Apache HBase

Monday March 24, 2014

HBaseCon2014, the HBase Community Event, May 5th in San Francisco


By the HBaseCon Program Committee and Justin Kestelyn

HBaseCon 2014 (May 5, 2014 in San Francisco) is coming up fast.  It is shaping up to be another grand day out for the HBase community with a dense agenda spread over four tracks of case studies, dev, ops, and ecosystem.  Check out our posted agenda grid. As in previous years, the program committee favored presentations on open source, shipping technologies and descriptions of in-production systems. The schedule is chock-a-block with a wide diversity of deploy types (industries, applications, scALE!) and interesting dev and operations stories.  Come to the conference and learn from your peer HBase users, operators and developers.

The general session will lead off with a welcome by Mike Olson of Cloudera (Cloudera is the host for this HBase community conference).

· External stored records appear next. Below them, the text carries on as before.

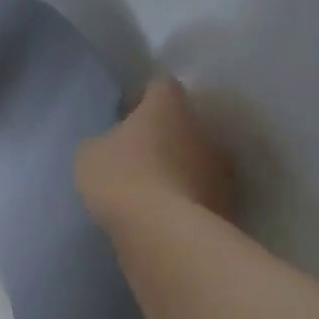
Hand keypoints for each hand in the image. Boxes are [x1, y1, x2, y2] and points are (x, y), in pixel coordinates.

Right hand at [75, 78, 235, 225]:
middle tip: (138, 154)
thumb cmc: (121, 178)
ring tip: (152, 189)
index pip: (161, 85)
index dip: (142, 98)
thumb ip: (104, 140)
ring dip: (180, 167)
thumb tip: (114, 144)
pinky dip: (188, 198)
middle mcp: (203, 129)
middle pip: (184, 123)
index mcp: (169, 107)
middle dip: (164, 135)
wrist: (163, 233)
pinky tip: (165, 215)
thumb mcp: (90, 154)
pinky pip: (203, 192)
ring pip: (197, 158)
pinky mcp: (228, 204)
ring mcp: (221, 169)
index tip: (125, 116)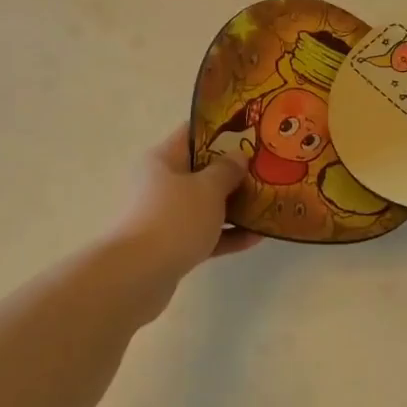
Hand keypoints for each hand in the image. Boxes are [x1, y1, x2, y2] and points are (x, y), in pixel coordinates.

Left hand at [111, 125, 261, 278]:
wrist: (138, 276)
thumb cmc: (174, 219)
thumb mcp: (207, 188)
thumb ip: (227, 170)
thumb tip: (238, 156)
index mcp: (162, 160)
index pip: (193, 134)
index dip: (222, 130)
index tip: (252, 132)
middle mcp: (160, 184)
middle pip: (201, 171)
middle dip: (234, 171)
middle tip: (267, 169)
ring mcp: (165, 217)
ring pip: (206, 205)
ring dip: (235, 205)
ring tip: (268, 203)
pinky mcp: (172, 246)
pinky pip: (206, 234)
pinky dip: (228, 234)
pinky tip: (257, 237)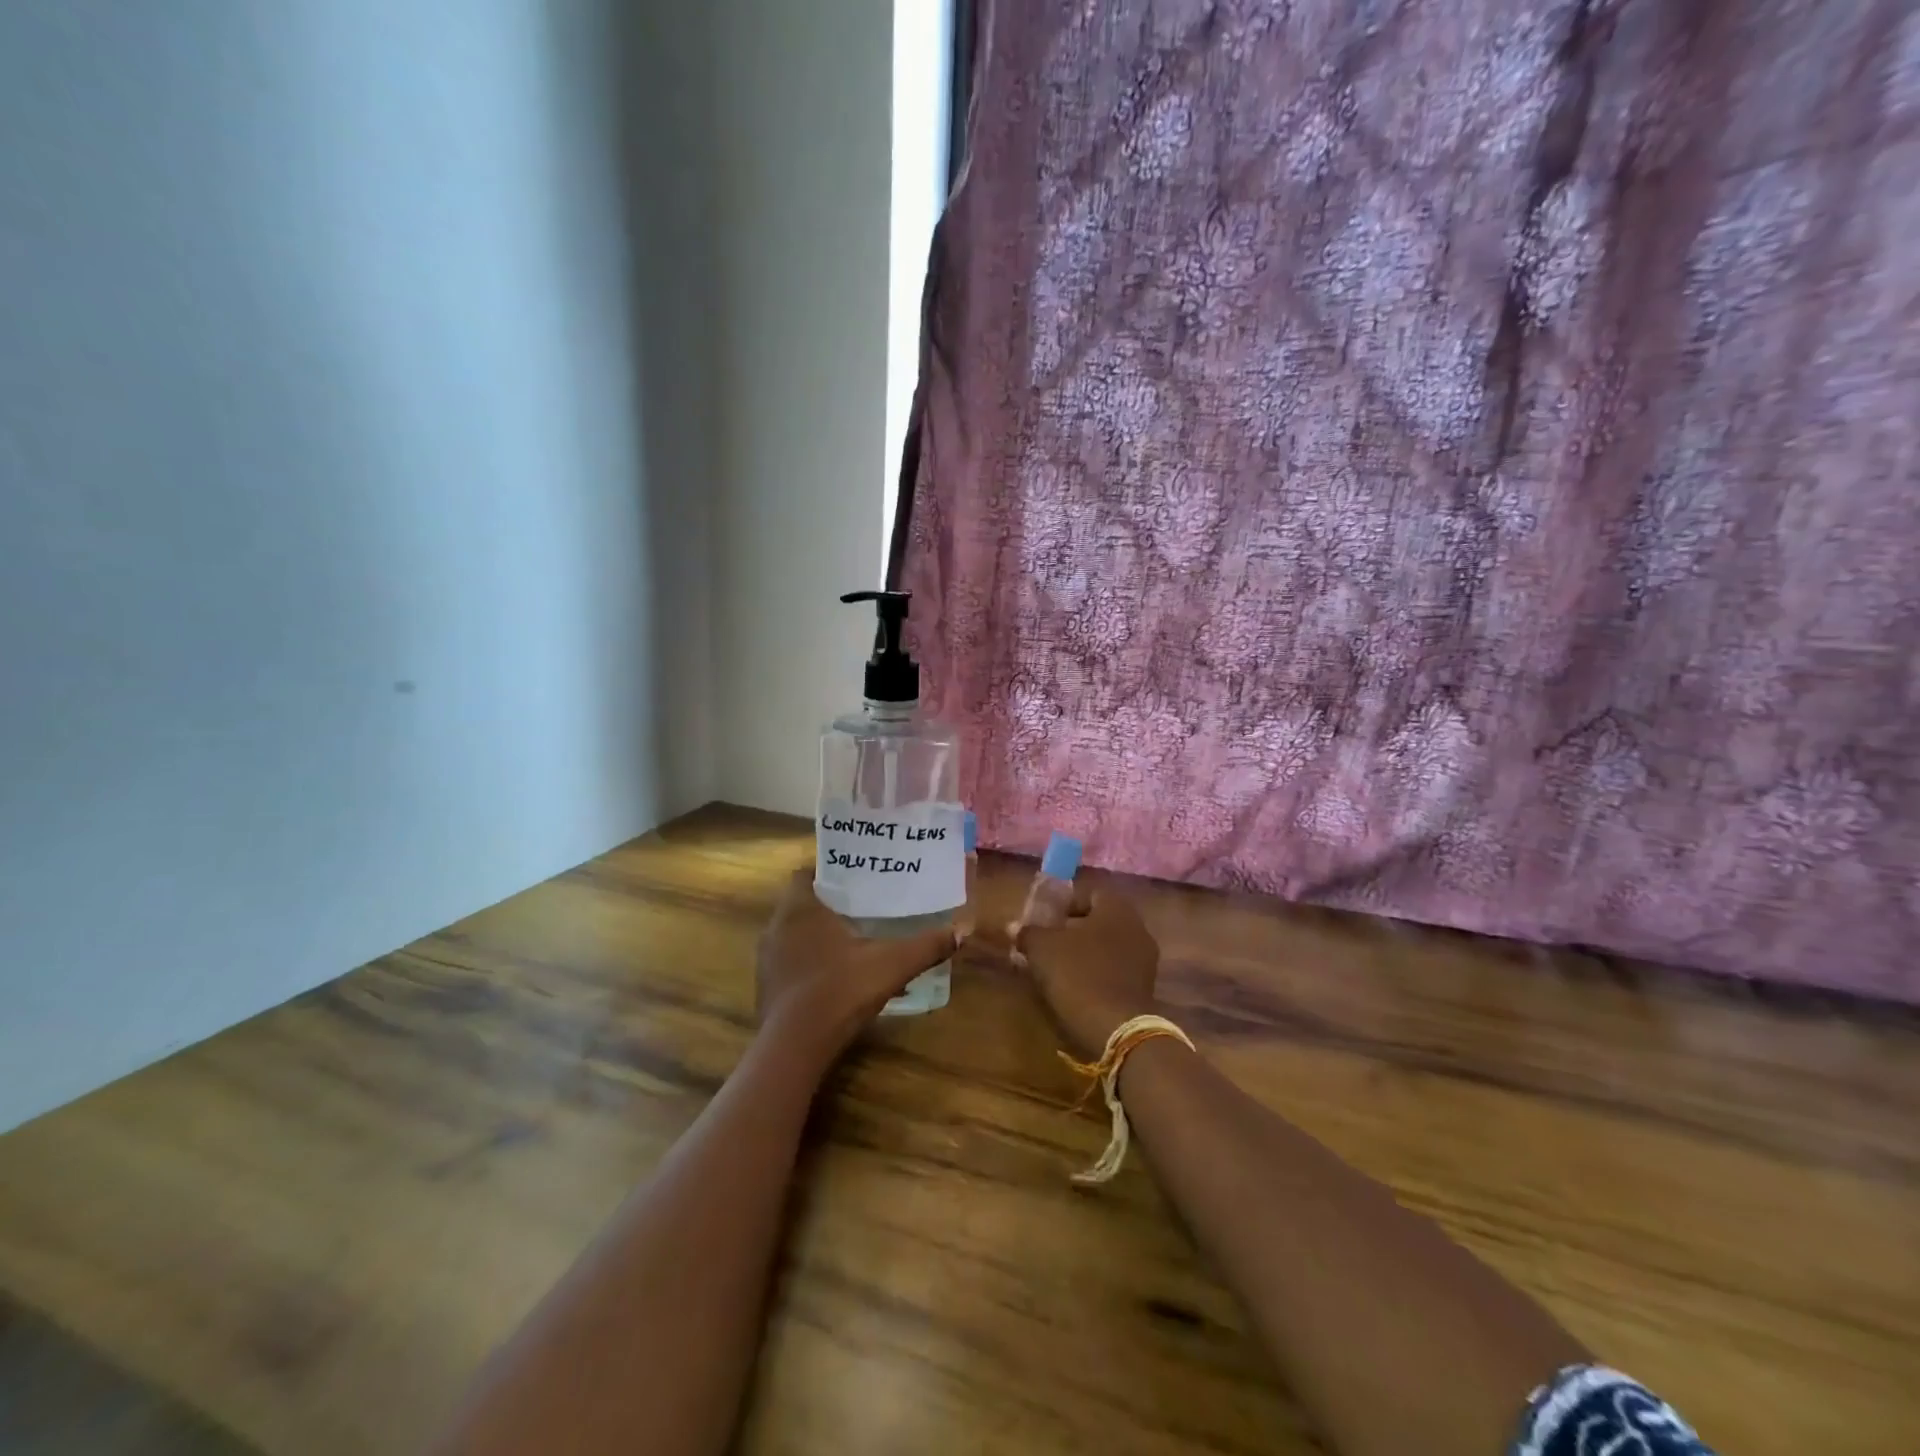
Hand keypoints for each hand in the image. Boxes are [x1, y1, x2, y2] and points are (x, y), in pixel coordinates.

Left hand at [756, 870, 957, 1060]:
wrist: (794, 1047)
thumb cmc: (839, 990)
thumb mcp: (891, 965)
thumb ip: (925, 946)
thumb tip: (961, 932)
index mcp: (800, 909)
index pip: (804, 873)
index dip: (828, 872)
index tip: (855, 877)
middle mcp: (777, 927)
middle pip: (802, 903)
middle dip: (830, 903)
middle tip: (864, 905)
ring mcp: (768, 959)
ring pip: (795, 934)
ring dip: (819, 934)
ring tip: (854, 938)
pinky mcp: (767, 987)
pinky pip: (791, 962)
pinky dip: (811, 962)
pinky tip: (838, 976)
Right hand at [1014, 888, 1160, 1058]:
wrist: (1116, 1030)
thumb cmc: (1078, 974)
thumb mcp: (1042, 949)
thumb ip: (1028, 933)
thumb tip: (1014, 927)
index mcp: (1116, 909)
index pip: (1090, 894)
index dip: (1065, 904)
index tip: (1045, 921)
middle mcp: (1137, 928)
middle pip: (1100, 921)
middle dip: (1074, 931)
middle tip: (1048, 943)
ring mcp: (1145, 960)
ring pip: (1108, 947)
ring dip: (1085, 954)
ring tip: (1058, 969)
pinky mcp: (1144, 989)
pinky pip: (1116, 971)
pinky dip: (1097, 974)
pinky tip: (1077, 988)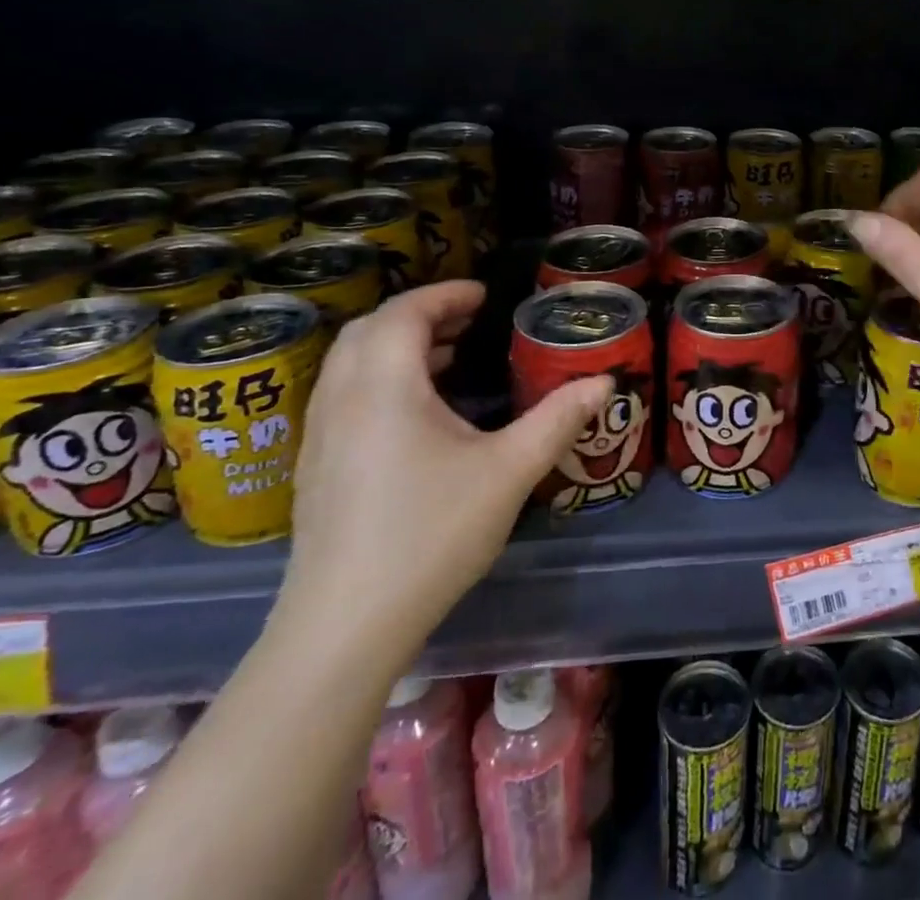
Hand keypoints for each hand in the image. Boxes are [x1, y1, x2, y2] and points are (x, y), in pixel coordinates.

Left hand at [280, 281, 610, 651]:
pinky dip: (380, 377)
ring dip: (398, 345)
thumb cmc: (431, 534)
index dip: (445, 294)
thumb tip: (604, 382)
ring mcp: (320, 435)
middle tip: (470, 320)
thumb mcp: (510, 471)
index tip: (485, 295)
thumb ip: (558, 419)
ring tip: (450, 356)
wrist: (345, 625)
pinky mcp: (316, 466)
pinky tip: (418, 413)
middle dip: (421, 314)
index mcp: (384, 387)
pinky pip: (344, 394)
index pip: (404, 312)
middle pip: (370, 330)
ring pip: (351, 362)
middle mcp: (342, 399)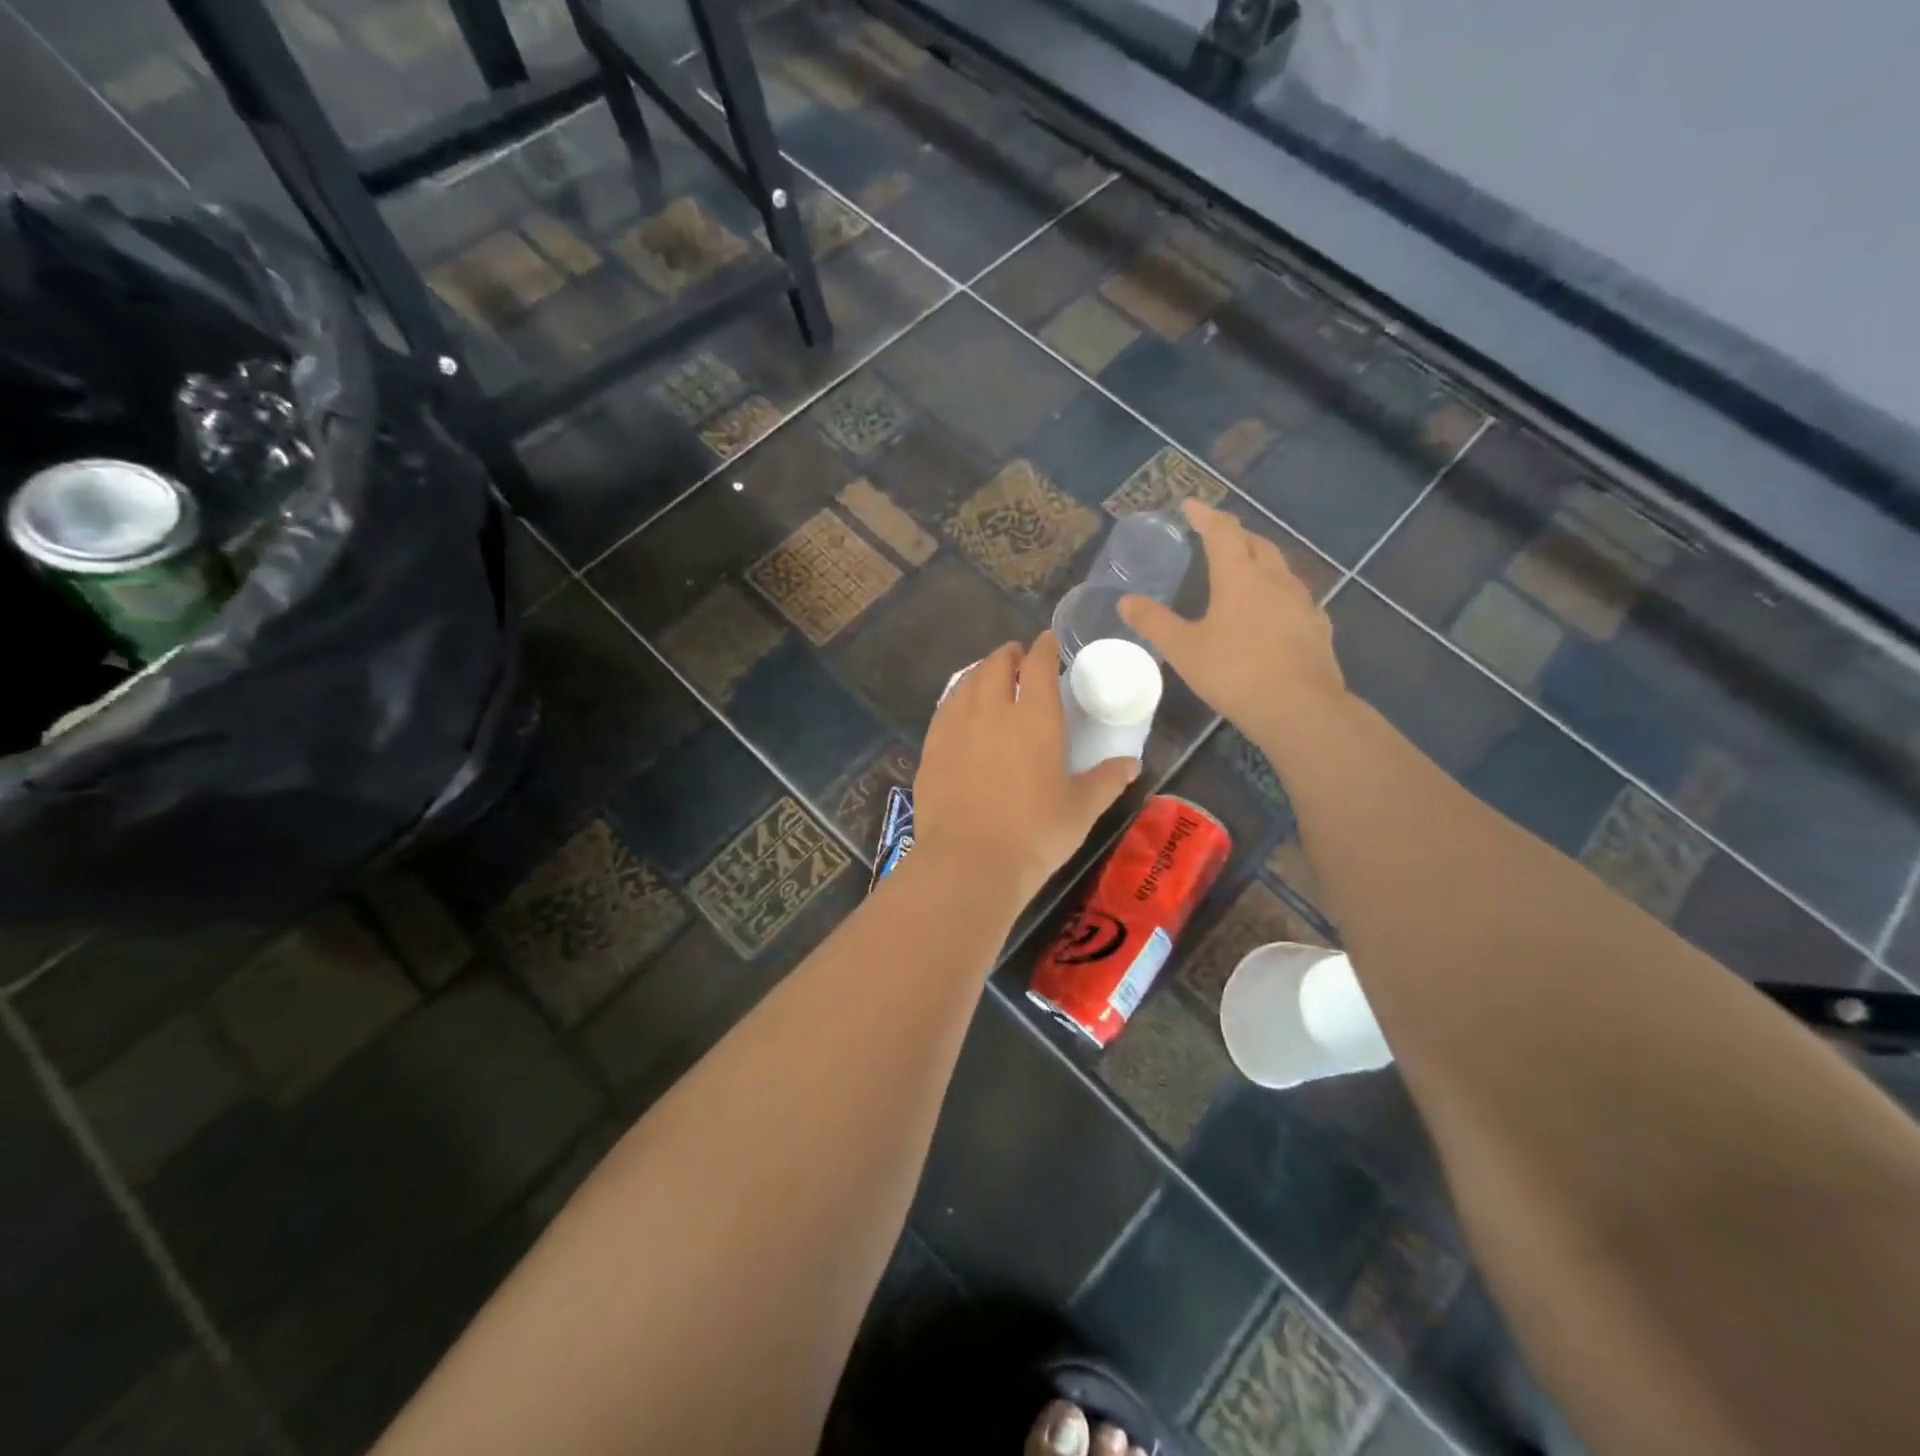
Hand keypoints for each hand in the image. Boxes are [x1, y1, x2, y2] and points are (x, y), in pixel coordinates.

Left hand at [913, 632, 1138, 905]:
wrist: (969, 861)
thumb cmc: (1035, 834)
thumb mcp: (1080, 810)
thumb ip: (1106, 781)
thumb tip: (1131, 764)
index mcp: (1035, 718)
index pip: (1039, 666)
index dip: (1044, 648)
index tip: (1048, 641)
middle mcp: (993, 711)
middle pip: (997, 665)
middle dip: (1009, 654)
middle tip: (1017, 657)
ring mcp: (956, 727)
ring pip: (967, 682)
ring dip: (981, 672)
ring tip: (989, 677)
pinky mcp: (932, 747)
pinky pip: (945, 708)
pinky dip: (957, 698)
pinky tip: (960, 709)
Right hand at [1120, 498, 1343, 742]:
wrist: (1299, 708)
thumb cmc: (1234, 672)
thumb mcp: (1183, 649)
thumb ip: (1154, 622)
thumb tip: (1125, 601)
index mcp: (1239, 577)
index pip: (1221, 532)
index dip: (1205, 515)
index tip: (1191, 505)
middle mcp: (1274, 579)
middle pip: (1256, 544)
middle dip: (1235, 535)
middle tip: (1217, 537)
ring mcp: (1302, 602)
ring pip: (1280, 568)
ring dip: (1260, 561)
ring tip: (1244, 570)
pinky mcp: (1317, 627)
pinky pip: (1295, 597)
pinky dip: (1277, 592)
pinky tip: (1273, 611)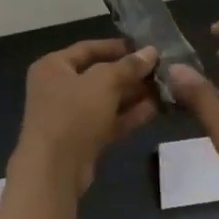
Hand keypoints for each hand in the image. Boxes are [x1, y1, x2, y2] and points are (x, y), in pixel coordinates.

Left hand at [13, 39, 158, 197]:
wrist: (54, 171)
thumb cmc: (73, 114)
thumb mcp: (104, 82)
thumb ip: (129, 66)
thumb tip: (151, 52)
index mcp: (53, 66)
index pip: (88, 48)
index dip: (117, 46)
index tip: (145, 47)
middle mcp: (58, 88)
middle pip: (99, 75)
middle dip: (130, 73)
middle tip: (160, 70)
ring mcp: (70, 116)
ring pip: (106, 100)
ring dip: (134, 94)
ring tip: (164, 88)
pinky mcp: (82, 140)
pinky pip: (109, 121)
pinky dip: (129, 115)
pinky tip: (155, 109)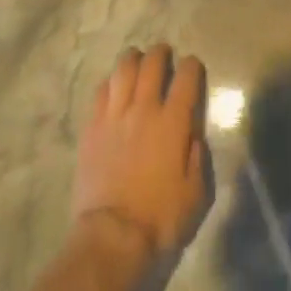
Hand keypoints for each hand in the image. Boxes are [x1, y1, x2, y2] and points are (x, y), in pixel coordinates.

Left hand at [72, 44, 210, 260]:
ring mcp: (115, 115)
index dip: (192, 65)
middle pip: (152, 63)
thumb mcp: (195, 193)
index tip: (193, 67)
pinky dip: (110, 82)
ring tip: (137, 61)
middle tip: (164, 55)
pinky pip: (101, 90)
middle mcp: (144, 108)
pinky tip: (114, 87)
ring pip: (123, 69)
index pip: (187, 76)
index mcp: (173, 122)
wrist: (111, 237)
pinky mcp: (92, 127)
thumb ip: (198, 157)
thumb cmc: (159, 218)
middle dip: (161, 53)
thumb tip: (194, 133)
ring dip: (133, 59)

Next up will be a talk by the leads of the BigTable team at Google, Avtandil Garakanidze and Carter Page.  They will present on BigTable, the technology that HBase is based on.  Bigtable is “...the world’s largest multi-purpose database, supporting 90 percent of Google’s applications around the world.”  They will give a brief overview of “...Bigtable evolution since it was originally described in an OSDI ’06 paper, its current use cases at Google, and future directions.”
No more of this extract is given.